Has Covid Changed How You Feel About Dating and Relationships?
March 4, 2022
As we approach the two-year anniversary of Covid-19 shutting many things down, I’ve been reminiscing on how it’s changed the world around us. But did you ever stop to think about how it’s affected dating and relationships?
As many schools, jobs and extracurricular activities turned online, so did dating. At times, we’ve been prevented from engaging in typical social activities and with that, a chance to meet people in a potentially romantic way.
However, over the last two years, we’ve adapted. We started to go on virtual dates and host virtual movie nights. When necessary, we learned how to have socially-distanced hangouts.
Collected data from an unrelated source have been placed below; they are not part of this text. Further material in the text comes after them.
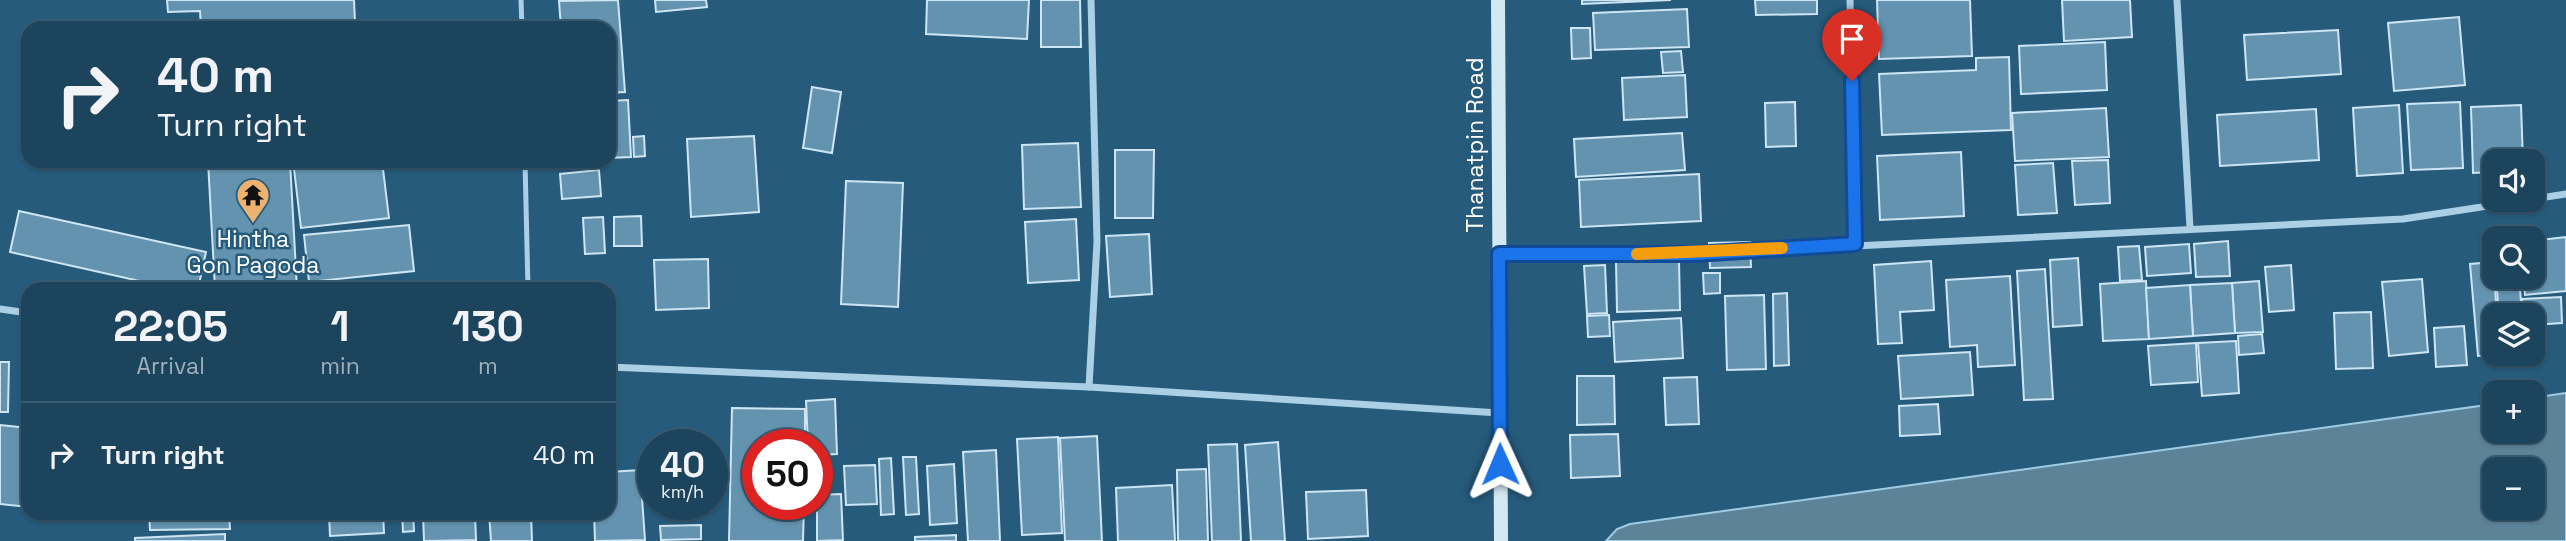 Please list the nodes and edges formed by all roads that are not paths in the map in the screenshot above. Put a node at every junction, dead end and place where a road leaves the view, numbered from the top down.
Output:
1 (521, 0) edge
2 (1091, 0) edge
3 (1498, 0) edge
4 (1850, 0) edge
5 (2177, 0) edge
6 (522, 21) edge
7 (525, 168) edge
8 (2566, 194) edge
9 (2190, 228) junction
10 (1855, 244) junction
11 (1499, 254) junction
12 (528, 282) edge
13 (0, 309) edge
14 (21, 312) edge
15 (616, 367) edge
16 (1089, 387) junction
17 (1499, 413) junction
18 (1501, 541) edge

1 - 6 lane
2 - 16 street
3 - 11 main road, Thanatpin Road
4 - 10 street
5 - 9 street
7 - 12 lane
8 - 9 street
9 - 10 street
10 - 11 street
11 - 17 main road, Thanatpin Road
13 - 14 street
15 - 16 street
16 - 17 street
17 - 18 main road, Thanatpin Road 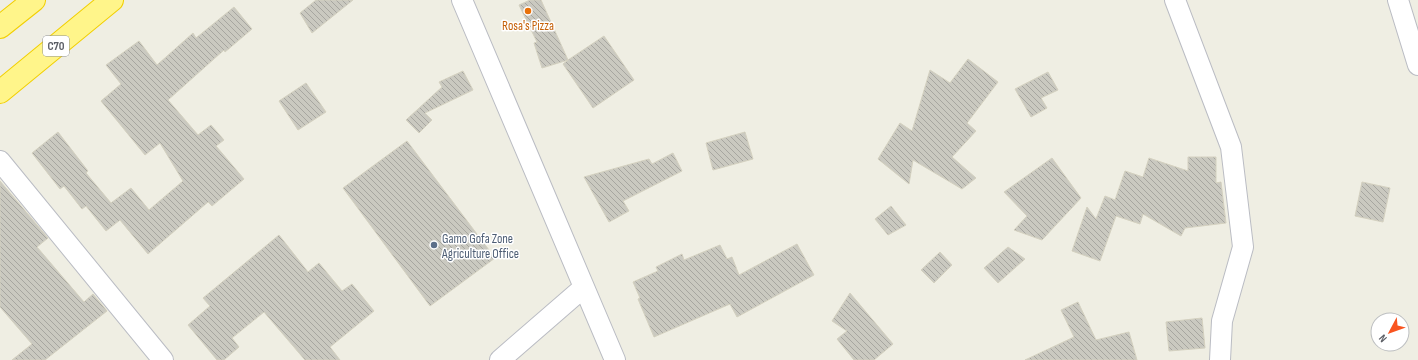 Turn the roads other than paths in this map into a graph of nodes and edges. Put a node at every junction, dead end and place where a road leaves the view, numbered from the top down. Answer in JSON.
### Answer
{"nodes":[{"id":1,"x":34,"y":0,"type":"edge"},
{"id":2,"x":112,"y":0,"type":"edge"},
{"id":3,"x":462,"y":0,"type":"edge"},
{"id":4,"x":1174,"y":0,"type":"edge"},
{"id":5,"x":1398,"y":0,"type":"edge"},
{"id":6,"x":0,"y":27,"type":"edge"},
{"id":7,"x":1418,"y":65,"type":"edge"},
{"id":8,"x":0,"y":92,"type":"edge"},
{"id":9,"x":0,"y":161,"type":"edge"},
{"id":10,"x":583,"y":288,"type":"junction"},
{"id":11,"x":163,"y":360,"type":"edge"},
{"id":12,"x":500,"y":360,"type":"edge"},
{"id":13,"x":615,"y":360,"type":"edge"},
{"id":14,"x":1220,"y":360,"type":"edge"}],
"edges":[{"from":1,"to":6,"type":"highway"},
{"from":2,"to":8,"type":"highway","number":"C70"},
{"from":3,"to":10,"type":"street"},
{"from":4,"to":14,"type":"street"},
{"from":5,"to":7,"type":"street"},
{"from":9,"to":11,"type":"street"},
{"from":10,"to":12,"type":"street"},
{"from":10,"to":13,"type":"street"}]}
Even with these adaptations, when you’re mainly interacting over the phone or computer it can feel hard to form the trust and comfort needed to maintain a healthy relationship. The intimacy part of a relationship—whether emotional or physical—was much harder to achieve in quarantine rather than face-to-face, at least for me.
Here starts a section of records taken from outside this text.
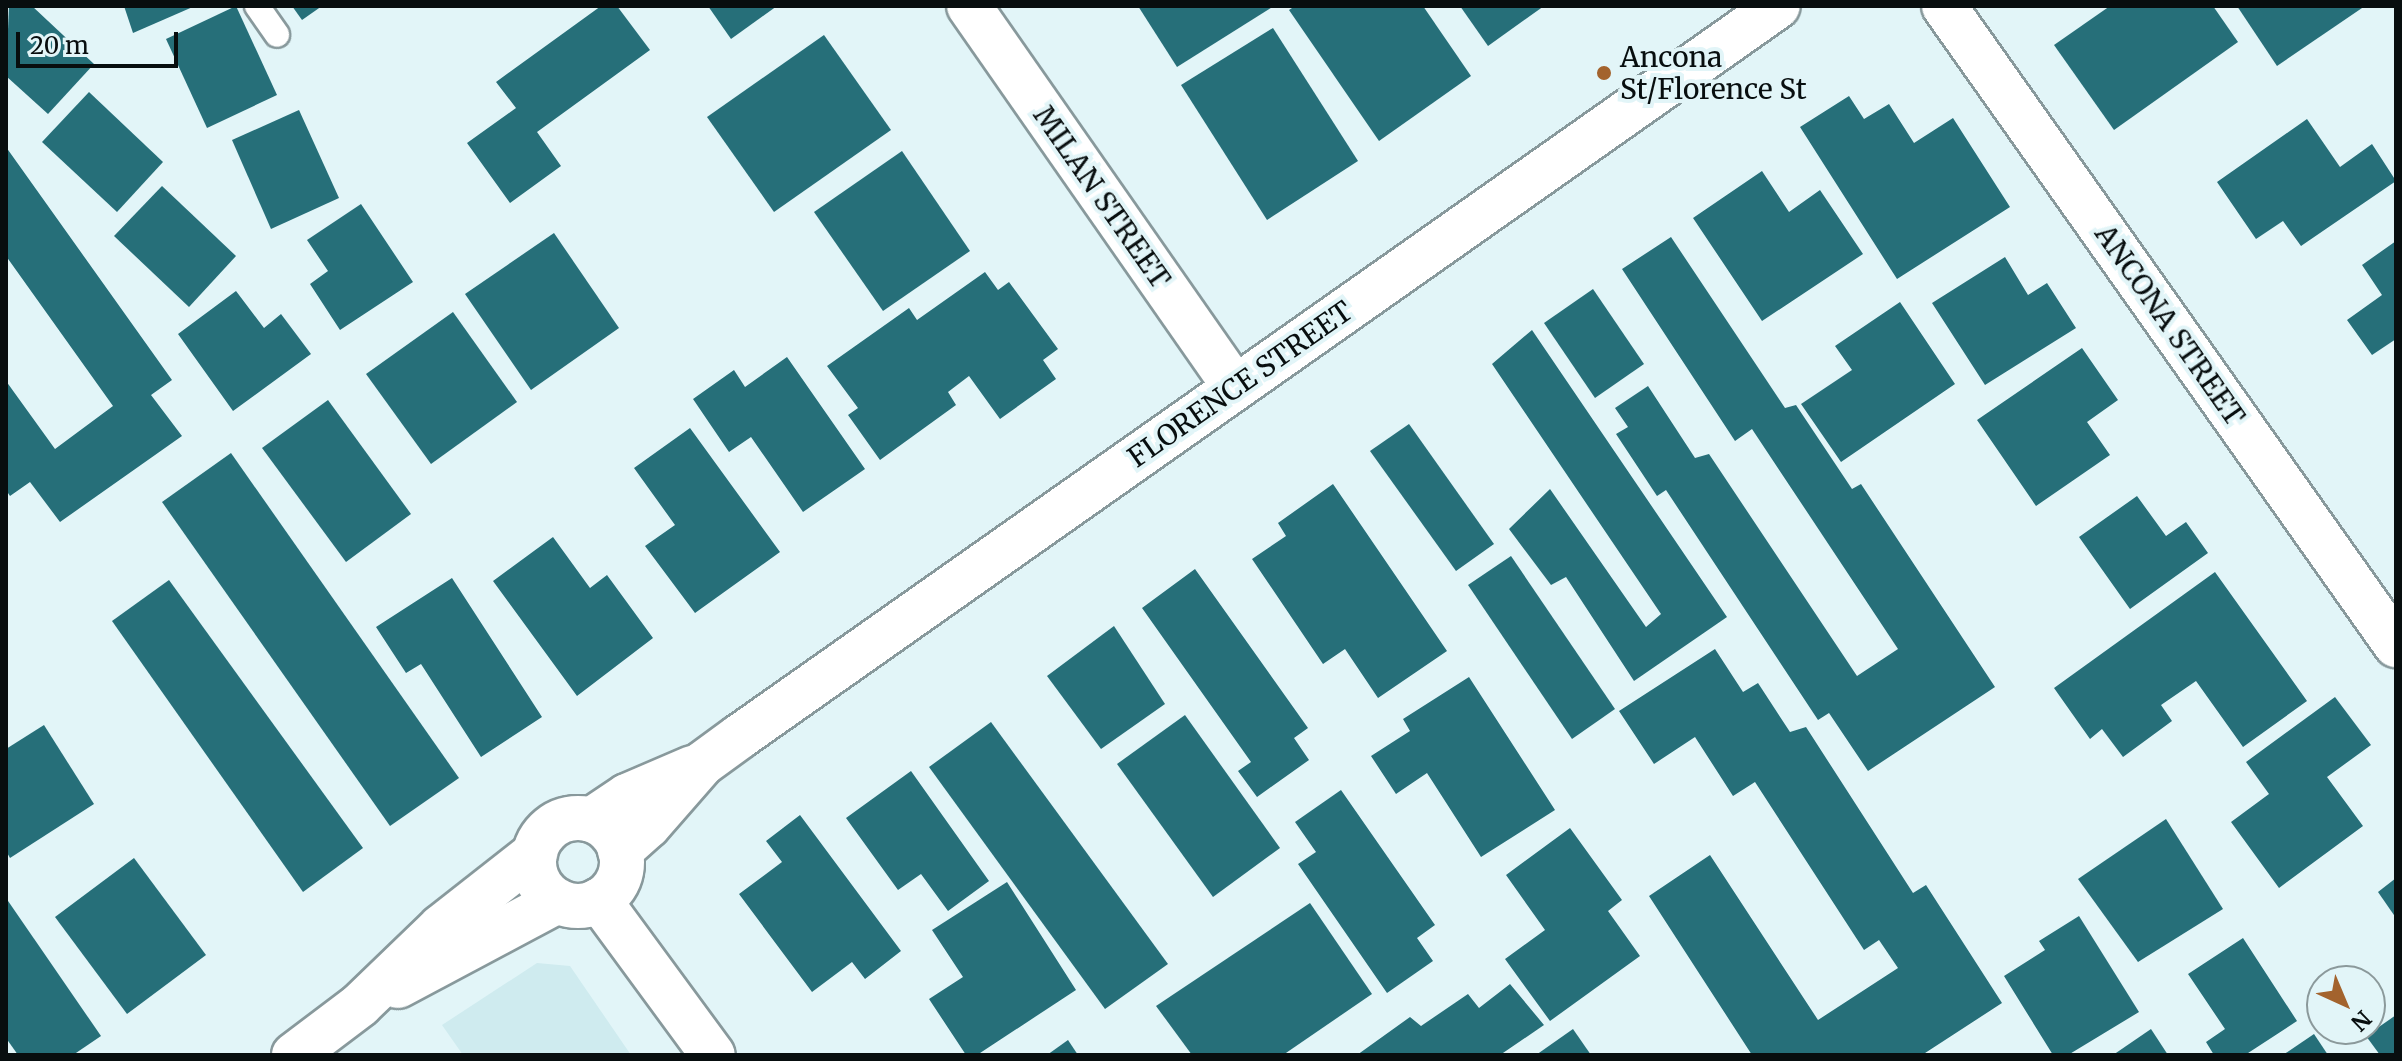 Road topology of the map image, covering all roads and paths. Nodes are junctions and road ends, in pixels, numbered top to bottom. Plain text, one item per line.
1 (257, 6) edge
2 (969, 6) edge
3 (1778, 6) edge
4 (1944, 6) edge
5 (277, 35) dead end
6 (1235, 387) junction
7 (2396, 645) edge
8 (606, 835) junction
9 (535, 853) junction
10 (578, 901) junction
11 (360, 1005) junction
12 (294, 1055) edge
13 (713, 1055) edge

1 - 5 lane
2 - 6 street, MILAN STREET
3 - 6 street, FLORENCE STREET
4 - 7 street, ANCONA STREET
6 - 8 street, FLORENCE STREET
8 - 9 street
8 - 10 street
9 - 10 street
9 - 11 street
10 - 11 street
10 - 13 street
11 - 12 street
Although it’s been difficult, I believe there were some upsides to the situation. Being quarantined gave me space to focus on understanding who I am and what I want in a relationship. Before, everything was so fast-paced that it could feel like there was no time to pause and reflect. I feel as though for me and many teens, the pandemic has made us take time to think about what we want from a partner, or re-evaluate what we like about and expect from dating.
I was interested to know: what did other teens have to say about dating and the pandemic?
“I realized during quarantine I did not need to rush into getting into a relationship. I could take my time, since I survived the quarantine just fine without being in one. I should just be patient and let anything happen naturally.
Before the pandemic I would always put on an act during dates or when I was talking to someone I was interested in, but the pandemic made me realize there was no need for that and I should just be myself. Although I usually try to show the best side of myself, I [now] make a conscientious effort to just be myself as much as I can.
“[Earlier in] the pandemic I went out less frequently to reduce my risk of contracting the virus, so I had to be very picky if I went on a date. That has continued even after I got vaccinated and began going out more. I am significantly more picky with who I go out with. Although some might consider this a negative thing, I personally feel it is a good thing for me.”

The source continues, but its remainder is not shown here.